Und da ist schon klar - mit diesem Ferrari kann man sich auch durchaus diskret fortbewegen. Die einzigartige Fahrdynamikregelung, das sogenannte 4RM-System, erlaubt von den vier Modi: Comfort, Sport, Wet und Snow auszuwählen. Natürlich freuen sich meine Mitfahrerin und ich wie kleine Kinder, als wir endlich auf einer geraden Strecke den Ferrari endlich in den Sportmodus schalten können, mit röhrendem, fauchendem Sound davonrasen und dem Cavallino Rampante Ehre machen.
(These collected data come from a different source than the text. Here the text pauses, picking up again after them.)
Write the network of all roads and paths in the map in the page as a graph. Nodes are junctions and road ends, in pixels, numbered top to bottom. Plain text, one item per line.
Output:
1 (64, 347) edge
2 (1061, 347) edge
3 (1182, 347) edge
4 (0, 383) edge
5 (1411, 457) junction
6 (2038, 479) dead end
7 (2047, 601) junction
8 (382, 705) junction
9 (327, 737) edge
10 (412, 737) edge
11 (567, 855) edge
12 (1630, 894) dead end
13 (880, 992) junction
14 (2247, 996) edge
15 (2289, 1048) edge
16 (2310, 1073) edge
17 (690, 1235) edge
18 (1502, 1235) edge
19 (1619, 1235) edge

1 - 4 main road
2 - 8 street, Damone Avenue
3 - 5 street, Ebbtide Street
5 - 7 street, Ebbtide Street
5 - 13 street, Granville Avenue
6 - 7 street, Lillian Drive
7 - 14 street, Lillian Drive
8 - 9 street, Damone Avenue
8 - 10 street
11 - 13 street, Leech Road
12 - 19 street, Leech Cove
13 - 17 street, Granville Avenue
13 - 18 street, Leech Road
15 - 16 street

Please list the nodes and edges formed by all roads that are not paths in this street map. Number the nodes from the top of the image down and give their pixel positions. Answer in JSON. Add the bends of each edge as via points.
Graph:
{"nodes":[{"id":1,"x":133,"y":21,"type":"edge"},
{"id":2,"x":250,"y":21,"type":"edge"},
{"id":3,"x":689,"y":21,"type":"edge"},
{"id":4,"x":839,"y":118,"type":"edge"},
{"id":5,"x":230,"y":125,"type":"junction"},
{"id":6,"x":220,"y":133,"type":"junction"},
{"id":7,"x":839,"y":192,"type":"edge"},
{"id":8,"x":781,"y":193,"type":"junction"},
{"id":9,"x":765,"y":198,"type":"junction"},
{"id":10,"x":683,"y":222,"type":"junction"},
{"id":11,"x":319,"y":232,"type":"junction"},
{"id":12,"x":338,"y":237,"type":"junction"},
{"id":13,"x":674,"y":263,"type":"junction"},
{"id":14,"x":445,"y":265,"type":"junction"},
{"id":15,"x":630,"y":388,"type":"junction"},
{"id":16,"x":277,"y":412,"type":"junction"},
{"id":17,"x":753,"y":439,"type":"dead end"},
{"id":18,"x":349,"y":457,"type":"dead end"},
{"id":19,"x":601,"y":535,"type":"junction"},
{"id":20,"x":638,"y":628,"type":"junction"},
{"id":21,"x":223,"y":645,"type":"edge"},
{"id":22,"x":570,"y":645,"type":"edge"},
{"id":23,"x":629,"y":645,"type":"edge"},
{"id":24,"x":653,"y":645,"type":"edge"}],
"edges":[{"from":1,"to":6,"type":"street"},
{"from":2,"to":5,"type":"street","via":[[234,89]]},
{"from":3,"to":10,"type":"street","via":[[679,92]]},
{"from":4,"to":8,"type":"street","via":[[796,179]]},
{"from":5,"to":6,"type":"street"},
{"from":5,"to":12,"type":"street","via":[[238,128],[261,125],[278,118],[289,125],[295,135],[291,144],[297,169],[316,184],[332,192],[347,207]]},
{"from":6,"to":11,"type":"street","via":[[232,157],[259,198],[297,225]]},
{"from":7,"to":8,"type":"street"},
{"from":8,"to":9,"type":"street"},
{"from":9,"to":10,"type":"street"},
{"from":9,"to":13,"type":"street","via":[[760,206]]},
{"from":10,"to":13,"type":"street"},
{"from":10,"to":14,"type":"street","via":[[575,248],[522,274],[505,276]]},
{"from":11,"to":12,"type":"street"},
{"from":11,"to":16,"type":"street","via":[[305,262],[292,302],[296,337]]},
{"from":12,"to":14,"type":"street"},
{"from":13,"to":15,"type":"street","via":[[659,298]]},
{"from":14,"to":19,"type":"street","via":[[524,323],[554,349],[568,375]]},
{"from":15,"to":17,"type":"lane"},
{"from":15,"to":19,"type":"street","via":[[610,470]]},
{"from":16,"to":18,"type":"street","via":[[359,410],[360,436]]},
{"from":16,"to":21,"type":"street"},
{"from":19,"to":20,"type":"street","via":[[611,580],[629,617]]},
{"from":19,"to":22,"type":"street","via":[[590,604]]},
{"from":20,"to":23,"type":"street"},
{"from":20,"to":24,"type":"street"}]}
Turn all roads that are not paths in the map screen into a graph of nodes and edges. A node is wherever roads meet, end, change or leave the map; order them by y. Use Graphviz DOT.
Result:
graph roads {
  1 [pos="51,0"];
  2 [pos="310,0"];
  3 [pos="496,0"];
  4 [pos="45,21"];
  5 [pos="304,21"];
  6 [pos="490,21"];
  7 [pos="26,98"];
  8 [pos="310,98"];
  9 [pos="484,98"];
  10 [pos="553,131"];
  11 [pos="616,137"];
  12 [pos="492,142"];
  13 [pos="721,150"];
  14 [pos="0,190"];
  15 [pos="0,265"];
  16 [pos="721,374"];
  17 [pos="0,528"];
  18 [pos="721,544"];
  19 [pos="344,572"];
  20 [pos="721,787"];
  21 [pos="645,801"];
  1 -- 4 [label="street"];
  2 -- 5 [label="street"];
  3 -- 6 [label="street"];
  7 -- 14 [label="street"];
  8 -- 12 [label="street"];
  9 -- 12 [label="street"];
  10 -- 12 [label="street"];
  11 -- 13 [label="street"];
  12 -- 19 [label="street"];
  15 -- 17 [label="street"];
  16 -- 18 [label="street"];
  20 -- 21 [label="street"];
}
Denn das Temperament hat der Ferrari sozusagen im Blut. Und wäre der Ferrari ein Pferd, dann ein reinrassiges, das auf jede noch so geringe Bewegung sofort reagiert. Das Ansprechverhalten des mehr als 600 PS starken V12 Turbo Motors ist enorm, die Beschleunigung von 0-100 in 3,4 Sekunden atemberaubend. Durch das innovative Ferrari Patent PTU (Power Transfer Unit), welches den Allradantrieb auf einzigartige Weise mit einer Gleichgewichtsverteilung von 47% vorne und 53% hinten vereint ist, eine höchst agiler Kurveneintritt möglich.

Als wir schließlich auf die schneebedeckte Rennstrecke kommen, geht der Spaß erst richtig los. Durch Funk mit dem Instruktor verbunden, geben wir Gas und bremsen kurz darauf hart. Hier geht es – ein bisschen wir im richtigen Leben, wenn man auf Abenteuer aus ist- um das kontrollierte Schleudern. Das Kitzeln im Bauch lässt, dank den 600 PS nicht auf sich warten. Daher kommt schon bald die Stimme: Not too risky! Also gehen wir etwas vom Gas. Schließlich sitzen wir in einem rund, je nach Ausstattung, 300.000 Euro teuren Luxusgefährt.

 

Fazit: Ein super cooles Auto bei dem sich die Edelschmiede in Maranello so einiges ausgedacht hat um es so alltagstauglich wie möglich zu gestalten. Der Aufwand und die intensive Forschung hat sich gelohnt: Mit dem GTC4 Lusso könnte man in die Schule genauso fahren wie in den Winterurlaub. Dabei hat der Nachwuchs auf dem Rücksitz nicht nur genügend Platz sondern kann den Blick aus dem einzigartigen Panoramafenster genießen. Das Raumgefühl ist für ein so sportliches Auto immens.

Unkompliziert in der Bedienung hat der GTC4 Lusso einen Kofferraum, der die Bezeichnung auch verdient. Darin passen Koffer sowie Kinderwagen, was – wie jede Frau weiß - von größter Bedeutung ist. Einziger Nachteil: Bei 320 km/h hat man keine Ausrede mehr zu spät zu kommen - weder zur Schule noch zum Businesstermin. Spaß, Sexiness und Unterhaltungswert insgesamt? Maximal und molto italiano.